A feeling stirred in Devoleon’s heart. “I need copper dust, hemlock, and thirty pounds of salt to start. I might not have been here in the past, but I’m here now, and I’ll be here as long as you need me.”

🟌

“Aeda of Gontad, of the Sacred Grove, I have come before you humbly, imploring you by the Old Customs, to take up the fight against the Archons in truth, and walk with me into the Spirit Realm, to banish the Archons, once and for all.”

The white-haired, gnomish little woman, in her pine-green robes, sat, legs crossed, amongst a circle, or Circle, rather, of the eight seniormost in all of Esun, the youngest well over fifty in age, and the least of them having reached level 30.

“You’re level 35, Voice of the Earth. You’ve broken free from the hold of the Sky, and stand staunchly against the forces of dark amassed against all humankind. What more can I say, then ‘let’s finish this?’”

The Circle was silent, eyes thoughtful, faces unreadable. Then one, the youngest, Cynthiana of the Moss, raised her hand. “I will join the cause. The world ends, the earth folds, the sky collapses. Let’s end this well.”

Bim nodded gratefully at her. After some time, the second-youngest, Bran of the Rowan Boughs, second-to-last in the hierarchy, raised his hand. “I will join the cause. I might not be as ferocious as some of my peers, but I can’t sit idly by when there’s a balance to be restored.”
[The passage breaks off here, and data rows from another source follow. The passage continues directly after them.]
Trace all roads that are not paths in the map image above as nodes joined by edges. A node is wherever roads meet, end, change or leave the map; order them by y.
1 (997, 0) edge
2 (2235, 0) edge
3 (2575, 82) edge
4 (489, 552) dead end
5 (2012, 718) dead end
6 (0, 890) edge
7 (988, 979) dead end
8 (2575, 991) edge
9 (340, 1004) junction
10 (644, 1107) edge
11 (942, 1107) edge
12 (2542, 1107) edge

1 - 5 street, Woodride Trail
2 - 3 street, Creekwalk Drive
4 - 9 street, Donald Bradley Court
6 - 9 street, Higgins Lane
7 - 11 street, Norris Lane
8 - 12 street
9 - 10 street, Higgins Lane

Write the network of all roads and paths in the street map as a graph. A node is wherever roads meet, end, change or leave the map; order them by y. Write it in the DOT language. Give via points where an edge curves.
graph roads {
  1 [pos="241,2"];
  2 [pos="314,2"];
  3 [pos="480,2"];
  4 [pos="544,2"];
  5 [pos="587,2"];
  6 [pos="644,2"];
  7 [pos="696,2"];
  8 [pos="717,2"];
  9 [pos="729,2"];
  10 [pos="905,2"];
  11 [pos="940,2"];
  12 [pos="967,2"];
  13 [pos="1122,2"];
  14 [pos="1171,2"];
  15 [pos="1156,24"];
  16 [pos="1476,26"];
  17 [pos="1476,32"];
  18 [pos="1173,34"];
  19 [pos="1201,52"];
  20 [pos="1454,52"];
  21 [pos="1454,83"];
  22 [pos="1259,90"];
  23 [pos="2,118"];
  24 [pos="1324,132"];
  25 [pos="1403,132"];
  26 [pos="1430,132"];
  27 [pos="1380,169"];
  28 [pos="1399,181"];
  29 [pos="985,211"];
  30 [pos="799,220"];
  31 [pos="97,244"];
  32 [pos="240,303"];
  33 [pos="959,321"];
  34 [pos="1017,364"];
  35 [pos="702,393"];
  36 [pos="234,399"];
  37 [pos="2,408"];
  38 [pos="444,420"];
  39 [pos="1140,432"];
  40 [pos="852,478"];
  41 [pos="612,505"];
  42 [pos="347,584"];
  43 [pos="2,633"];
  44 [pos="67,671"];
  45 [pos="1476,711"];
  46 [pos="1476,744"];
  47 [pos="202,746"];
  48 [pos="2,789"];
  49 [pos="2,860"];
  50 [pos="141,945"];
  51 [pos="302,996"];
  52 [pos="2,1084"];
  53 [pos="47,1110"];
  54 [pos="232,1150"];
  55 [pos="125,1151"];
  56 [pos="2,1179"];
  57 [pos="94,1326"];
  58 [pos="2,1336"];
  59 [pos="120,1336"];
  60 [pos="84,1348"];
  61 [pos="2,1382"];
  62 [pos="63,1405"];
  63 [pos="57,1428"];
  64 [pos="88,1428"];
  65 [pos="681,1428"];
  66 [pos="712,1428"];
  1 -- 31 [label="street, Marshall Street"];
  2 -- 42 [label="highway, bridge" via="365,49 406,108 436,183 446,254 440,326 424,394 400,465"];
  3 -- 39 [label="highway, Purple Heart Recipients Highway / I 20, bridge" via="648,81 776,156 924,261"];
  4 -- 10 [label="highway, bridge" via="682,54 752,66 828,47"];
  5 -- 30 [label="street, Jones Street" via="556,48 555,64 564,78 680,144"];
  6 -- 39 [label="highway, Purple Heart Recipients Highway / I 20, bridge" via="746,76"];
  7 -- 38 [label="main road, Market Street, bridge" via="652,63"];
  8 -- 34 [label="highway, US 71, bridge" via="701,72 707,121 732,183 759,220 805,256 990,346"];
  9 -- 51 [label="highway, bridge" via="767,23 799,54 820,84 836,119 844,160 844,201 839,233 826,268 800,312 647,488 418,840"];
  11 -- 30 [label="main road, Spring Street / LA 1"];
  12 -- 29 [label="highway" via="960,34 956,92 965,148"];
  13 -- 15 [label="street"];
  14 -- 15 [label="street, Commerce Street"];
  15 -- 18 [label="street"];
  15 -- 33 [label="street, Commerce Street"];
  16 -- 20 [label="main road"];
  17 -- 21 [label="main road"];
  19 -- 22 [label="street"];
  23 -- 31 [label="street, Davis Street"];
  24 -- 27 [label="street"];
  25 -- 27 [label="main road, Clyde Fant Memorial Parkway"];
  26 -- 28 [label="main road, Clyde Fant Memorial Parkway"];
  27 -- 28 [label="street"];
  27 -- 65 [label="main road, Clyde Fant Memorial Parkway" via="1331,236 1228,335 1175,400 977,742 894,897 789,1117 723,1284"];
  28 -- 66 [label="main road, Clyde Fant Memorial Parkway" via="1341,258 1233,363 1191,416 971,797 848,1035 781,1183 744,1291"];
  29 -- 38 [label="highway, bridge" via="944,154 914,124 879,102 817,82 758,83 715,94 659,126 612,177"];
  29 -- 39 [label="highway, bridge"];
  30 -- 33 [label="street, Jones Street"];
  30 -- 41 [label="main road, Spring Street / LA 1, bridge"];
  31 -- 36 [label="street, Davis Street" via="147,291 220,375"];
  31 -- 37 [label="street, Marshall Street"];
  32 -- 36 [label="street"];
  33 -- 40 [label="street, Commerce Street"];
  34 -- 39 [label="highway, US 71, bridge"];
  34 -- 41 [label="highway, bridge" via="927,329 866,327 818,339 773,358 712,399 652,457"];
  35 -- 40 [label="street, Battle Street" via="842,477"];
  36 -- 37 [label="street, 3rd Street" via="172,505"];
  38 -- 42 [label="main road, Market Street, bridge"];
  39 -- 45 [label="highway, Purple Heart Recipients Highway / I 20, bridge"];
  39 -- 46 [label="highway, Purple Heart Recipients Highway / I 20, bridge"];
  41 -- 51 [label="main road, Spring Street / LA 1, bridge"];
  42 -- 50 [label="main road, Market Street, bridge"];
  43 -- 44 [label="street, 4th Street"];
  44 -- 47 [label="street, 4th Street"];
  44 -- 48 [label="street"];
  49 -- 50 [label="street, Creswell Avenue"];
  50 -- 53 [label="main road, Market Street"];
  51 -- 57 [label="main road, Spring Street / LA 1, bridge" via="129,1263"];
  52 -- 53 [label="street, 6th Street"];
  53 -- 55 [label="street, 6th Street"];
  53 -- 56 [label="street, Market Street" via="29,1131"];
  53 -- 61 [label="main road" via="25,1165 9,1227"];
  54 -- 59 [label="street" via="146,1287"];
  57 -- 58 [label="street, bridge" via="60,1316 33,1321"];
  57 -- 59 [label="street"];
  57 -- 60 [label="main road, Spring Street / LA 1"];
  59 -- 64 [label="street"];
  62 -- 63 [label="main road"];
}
The third-youngest, then, a graying-haired man with many scars, Dolnott Ashbloom, raised his hand soon after. “I will join the cause. I have fought many battles for the grove; what’s one more?”

After that, there was silence. Then, in sync, Jirma and Hirame of the Sunlit Clearing raised their hands, speaking not a word. Five of the eight in support in less than five minutes, Bim thought quietly. Not bad.

Selma of the Rising Tide, her robes smelling of saltwater and her face dark and lined, the air around her heavy and humid, raised one of her thin, calloused hands after several silent minutes, saying simply: “The waves are in tumult. I will see us safely through the storm.”

Caelene, Friend of the Burrows, raised her hand firmly not so long after Selma did. “I stand with the six youngest on this issue. I won’t stand for such unnatural a doom.”

Seven hands raised. Aeda, unperturbed, face unreadable, eyes vaguely twinkling, at length smiled a small smile, and raised her hand. “Let it be done.”